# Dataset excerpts
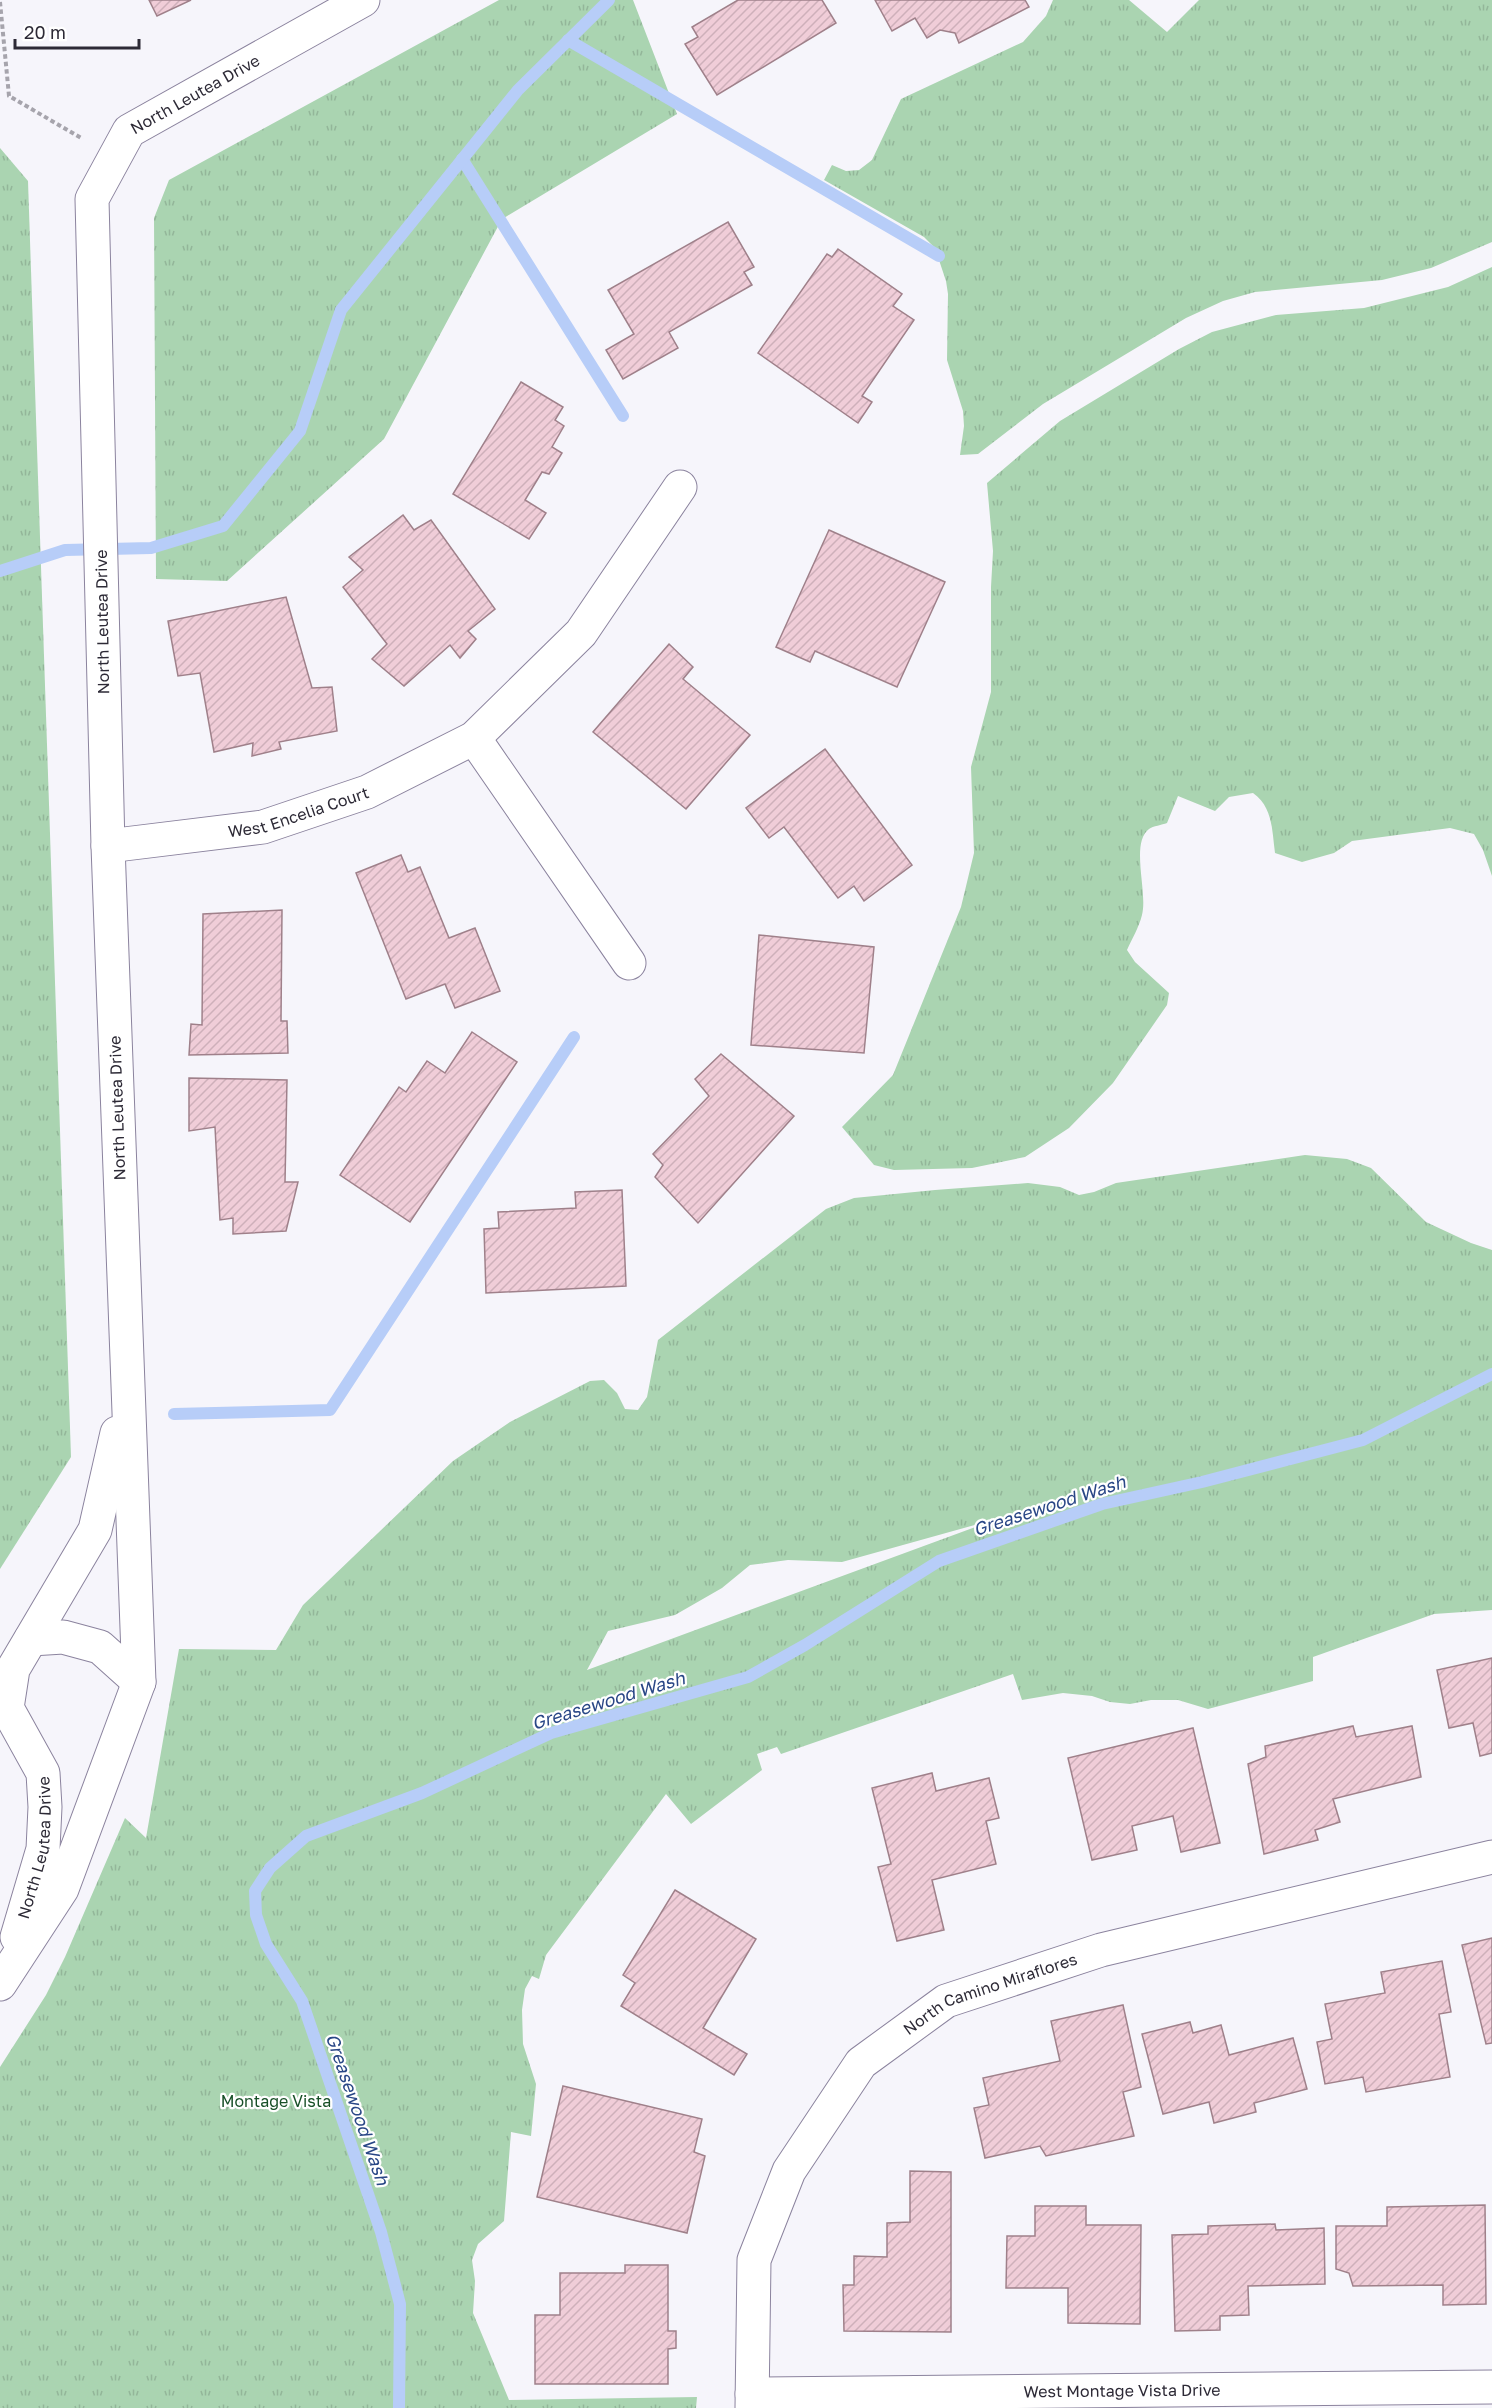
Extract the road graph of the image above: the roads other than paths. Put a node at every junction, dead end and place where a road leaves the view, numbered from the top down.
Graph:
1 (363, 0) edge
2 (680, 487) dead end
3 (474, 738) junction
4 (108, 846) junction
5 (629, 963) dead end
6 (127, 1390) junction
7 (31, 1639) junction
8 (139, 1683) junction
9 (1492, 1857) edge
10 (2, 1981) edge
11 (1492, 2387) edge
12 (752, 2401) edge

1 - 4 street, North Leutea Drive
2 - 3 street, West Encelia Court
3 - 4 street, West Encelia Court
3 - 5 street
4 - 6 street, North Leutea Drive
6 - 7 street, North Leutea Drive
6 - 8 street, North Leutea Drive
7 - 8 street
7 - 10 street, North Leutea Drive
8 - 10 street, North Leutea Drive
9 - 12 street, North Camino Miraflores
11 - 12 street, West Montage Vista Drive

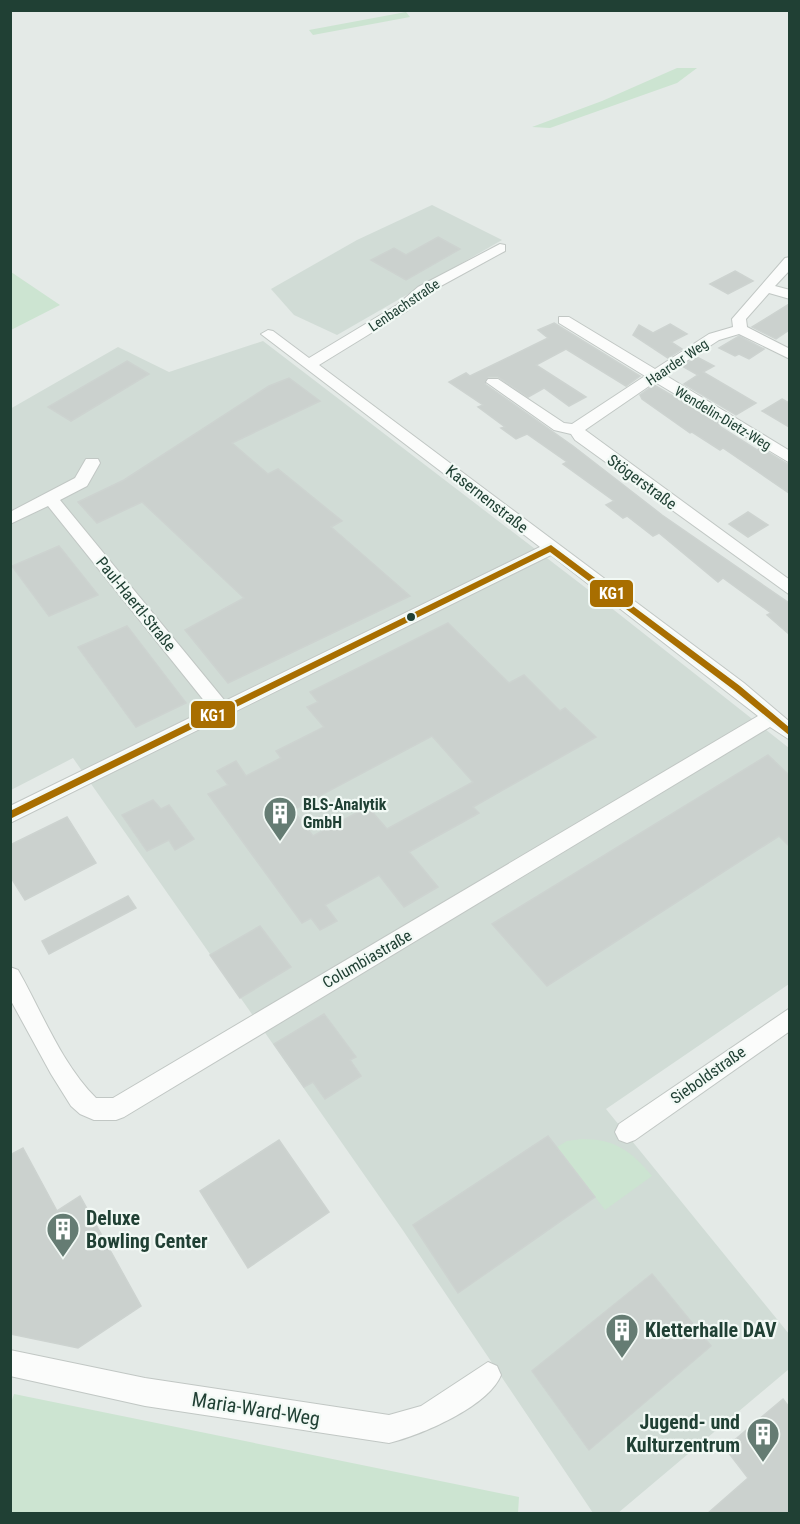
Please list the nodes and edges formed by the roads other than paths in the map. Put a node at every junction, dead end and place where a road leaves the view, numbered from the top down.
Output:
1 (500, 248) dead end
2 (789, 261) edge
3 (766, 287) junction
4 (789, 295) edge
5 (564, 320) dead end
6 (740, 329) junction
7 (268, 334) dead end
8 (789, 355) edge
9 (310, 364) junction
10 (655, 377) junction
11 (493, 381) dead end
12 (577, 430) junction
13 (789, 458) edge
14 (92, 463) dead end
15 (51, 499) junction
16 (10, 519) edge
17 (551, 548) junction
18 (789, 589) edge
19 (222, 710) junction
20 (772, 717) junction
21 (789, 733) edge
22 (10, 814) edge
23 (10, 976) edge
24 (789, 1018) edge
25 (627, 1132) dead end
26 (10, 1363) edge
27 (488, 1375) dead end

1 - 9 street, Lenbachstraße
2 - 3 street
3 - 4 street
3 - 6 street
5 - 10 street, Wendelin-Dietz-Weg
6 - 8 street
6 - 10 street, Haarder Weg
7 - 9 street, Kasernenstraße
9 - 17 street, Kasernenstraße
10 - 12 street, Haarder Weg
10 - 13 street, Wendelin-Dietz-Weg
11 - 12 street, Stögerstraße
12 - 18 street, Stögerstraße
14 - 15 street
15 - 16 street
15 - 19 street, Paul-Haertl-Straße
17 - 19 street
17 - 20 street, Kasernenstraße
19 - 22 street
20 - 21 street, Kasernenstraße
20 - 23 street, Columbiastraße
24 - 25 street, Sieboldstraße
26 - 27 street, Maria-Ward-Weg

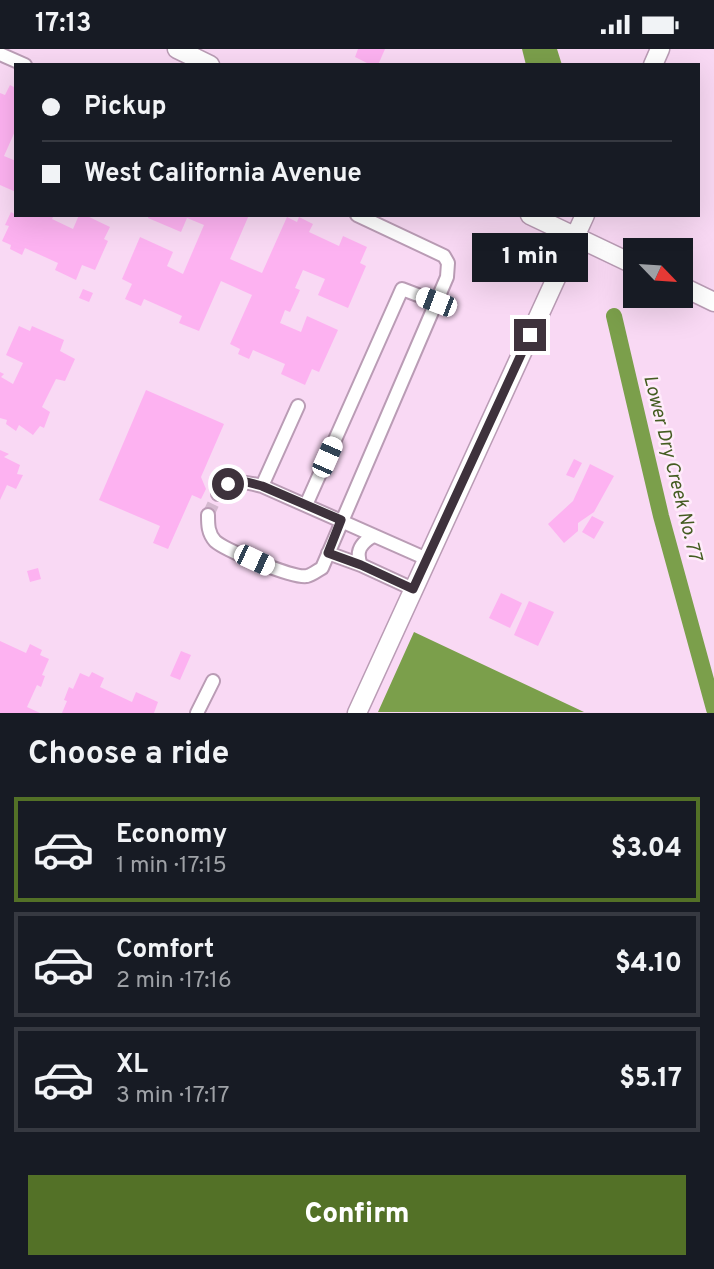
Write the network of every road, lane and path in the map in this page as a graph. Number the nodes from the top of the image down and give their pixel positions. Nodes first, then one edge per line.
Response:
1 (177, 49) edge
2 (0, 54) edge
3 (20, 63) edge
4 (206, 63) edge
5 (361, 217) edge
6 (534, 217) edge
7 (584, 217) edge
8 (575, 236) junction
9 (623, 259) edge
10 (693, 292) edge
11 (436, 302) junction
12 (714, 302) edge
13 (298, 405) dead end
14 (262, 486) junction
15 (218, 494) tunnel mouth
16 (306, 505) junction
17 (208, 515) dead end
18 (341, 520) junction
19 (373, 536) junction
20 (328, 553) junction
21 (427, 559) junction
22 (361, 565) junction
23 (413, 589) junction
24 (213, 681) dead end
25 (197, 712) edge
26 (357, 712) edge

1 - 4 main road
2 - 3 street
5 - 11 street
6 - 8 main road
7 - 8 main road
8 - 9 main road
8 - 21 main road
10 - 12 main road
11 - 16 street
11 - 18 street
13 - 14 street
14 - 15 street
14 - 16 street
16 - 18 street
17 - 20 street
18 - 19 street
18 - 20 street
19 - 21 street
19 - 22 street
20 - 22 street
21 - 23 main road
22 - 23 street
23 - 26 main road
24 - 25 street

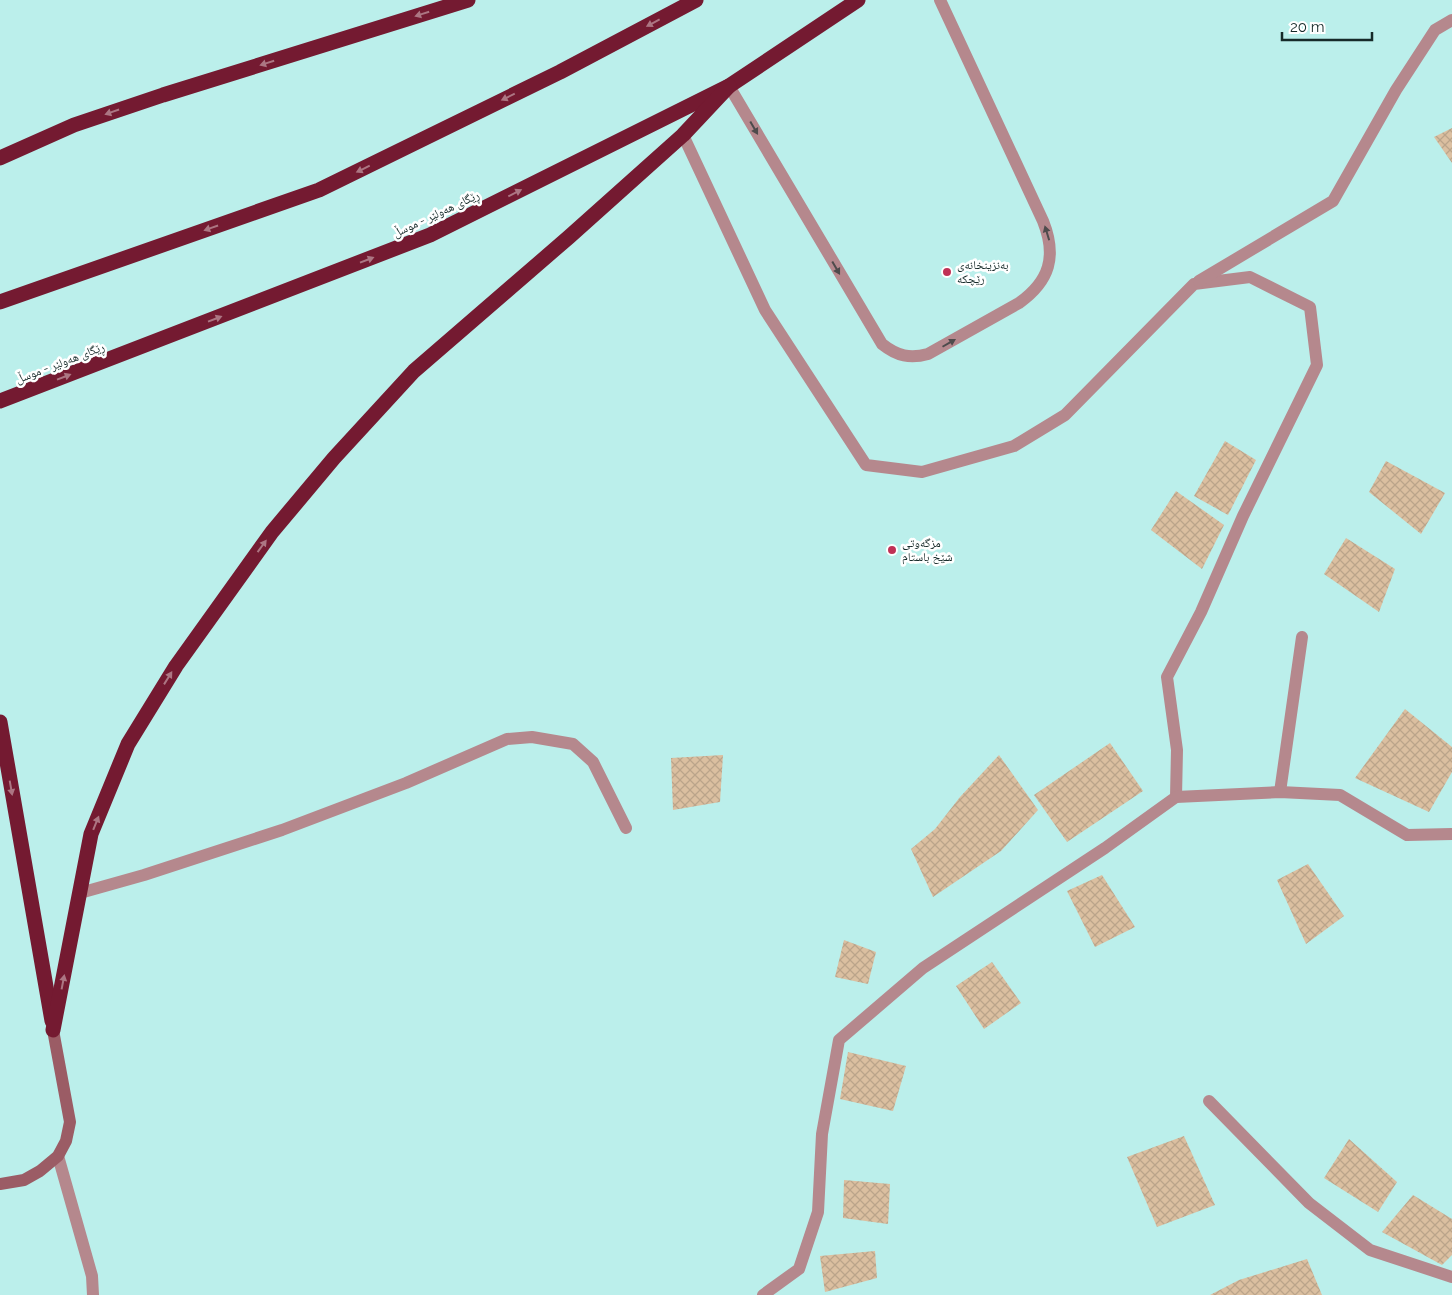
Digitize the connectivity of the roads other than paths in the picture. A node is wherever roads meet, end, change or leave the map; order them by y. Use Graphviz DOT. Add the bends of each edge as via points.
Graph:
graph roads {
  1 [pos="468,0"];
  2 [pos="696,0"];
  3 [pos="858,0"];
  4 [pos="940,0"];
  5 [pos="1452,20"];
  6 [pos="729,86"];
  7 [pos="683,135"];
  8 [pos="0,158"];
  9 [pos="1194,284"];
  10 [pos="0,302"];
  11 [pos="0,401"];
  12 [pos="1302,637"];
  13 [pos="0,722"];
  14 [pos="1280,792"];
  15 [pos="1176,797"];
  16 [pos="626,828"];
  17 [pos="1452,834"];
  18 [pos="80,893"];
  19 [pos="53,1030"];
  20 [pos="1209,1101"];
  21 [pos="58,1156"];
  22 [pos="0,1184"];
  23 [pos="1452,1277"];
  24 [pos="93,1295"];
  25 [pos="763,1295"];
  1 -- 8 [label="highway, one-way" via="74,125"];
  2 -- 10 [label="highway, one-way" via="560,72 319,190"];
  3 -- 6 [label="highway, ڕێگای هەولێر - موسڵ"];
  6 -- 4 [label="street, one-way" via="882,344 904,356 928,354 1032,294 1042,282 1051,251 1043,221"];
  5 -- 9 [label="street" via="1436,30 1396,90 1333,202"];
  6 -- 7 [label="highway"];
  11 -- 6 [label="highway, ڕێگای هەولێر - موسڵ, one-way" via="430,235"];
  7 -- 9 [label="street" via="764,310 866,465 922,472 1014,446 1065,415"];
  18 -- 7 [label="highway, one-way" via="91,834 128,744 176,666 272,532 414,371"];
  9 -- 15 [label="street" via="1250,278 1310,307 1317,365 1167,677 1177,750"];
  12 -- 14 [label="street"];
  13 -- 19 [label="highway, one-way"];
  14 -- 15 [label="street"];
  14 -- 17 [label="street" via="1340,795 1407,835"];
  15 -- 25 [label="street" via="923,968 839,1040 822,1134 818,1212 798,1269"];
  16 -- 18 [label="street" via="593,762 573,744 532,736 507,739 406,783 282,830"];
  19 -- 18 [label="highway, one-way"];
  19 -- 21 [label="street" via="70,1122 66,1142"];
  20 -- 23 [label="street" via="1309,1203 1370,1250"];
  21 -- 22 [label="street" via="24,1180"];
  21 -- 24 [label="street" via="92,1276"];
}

# EXERCISE BRIEF
Your answer must consist solely of the lines from the one containing "Digitize the connectivity" through the last line of the entries, reproduced exactly.

# RESPONSE
Digitize the connectivity of the roads other than paths in the picture. A node is wherever roads meet, end, change or leave the map; order them by y. Use Graphviz DOT. Add the bends of each edge as via points.
Graph:
graph roads {
  1 [pos="468,0"];
  2 [pos="696,0"];
  3 [pos="858,0"];
  4 [pos="940,0"];
  5 [pos="1452,20"];
  6 [pos="729,86"];
  7 [pos="683,135"];
  8 [pos="0,158"];
  9 [pos="1194,284"];
  10 [pos="0,302"];
  11 [pos="0,401"];
  12 [pos="1302,637"];
  13 [pos="0,722"];
  14 [pos="1280,792"];
  15 [pos="1176,797"];
  16 [pos="626,828"];
  17 [pos="1452,834"];
  18 [pos="80,893"];
  19 [pos="53,1030"];
  20 [pos="1209,1101"];
  21 [pos="58,1156"];
  22 [pos="0,1184"];
  23 [pos="1452,1277"];
  24 [pos="93,1295"];
  25 [pos="763,1295"];
  1 -- 8 [label="highway, one-way" via="74,125"];
  2 -- 10 [label="highway, one-way" via="560,72 319,190"];
  3 -- 6 [label="highway, ڕێگای هەولێر - موسڵ"];
  6 -- 4 [label="street, one-way" via="882,344 904,356 928,354 1032,294 1042,282 1051,251 1043,221"];
  5 -- 9 [label="street" via="1436,30 1396,90 1333,202"];
  6 -- 7 [label="highway"];
  11 -- 6 [label="highway, ڕێگای هەولێر - موسڵ, one-way" via="430,235"];
  7 -- 9 [label="street" via="764,310 866,465 922,472 1014,446 1065,415"];
  18 -- 7 [label="highway, one-way" via="91,834 128,744 176,666 272,532 414,371"];
  9 -- 15 [label="street" via="1250,278 1310,307 1317,365 1167,677 1177,750"];
  12 -- 14 [label="street"];
  13 -- 19 [label="highway, one-way"];
  14 -- 15 [label="street"];
  14 -- 17 [label="street" via="1340,795 1407,835"];
  15 -- 25 [label="street" via="923,968 839,1040 822,1134 818,1212 798,1269"];
  16 -- 18 [label="street" via="593,762 573,744 532,736 507,739 406,783 282,830"];
  19 -- 18 [label="highway, one-way"];
  19 -- 21 [label="street" via="70,1122 66,1142"];
  20 -- 23 [label="street" via="1309,1203 1370,1250"];
  21 -- 22 [label="street" via="24,1180"];
  21 -- 24 [label="street" via="92,1276"];
}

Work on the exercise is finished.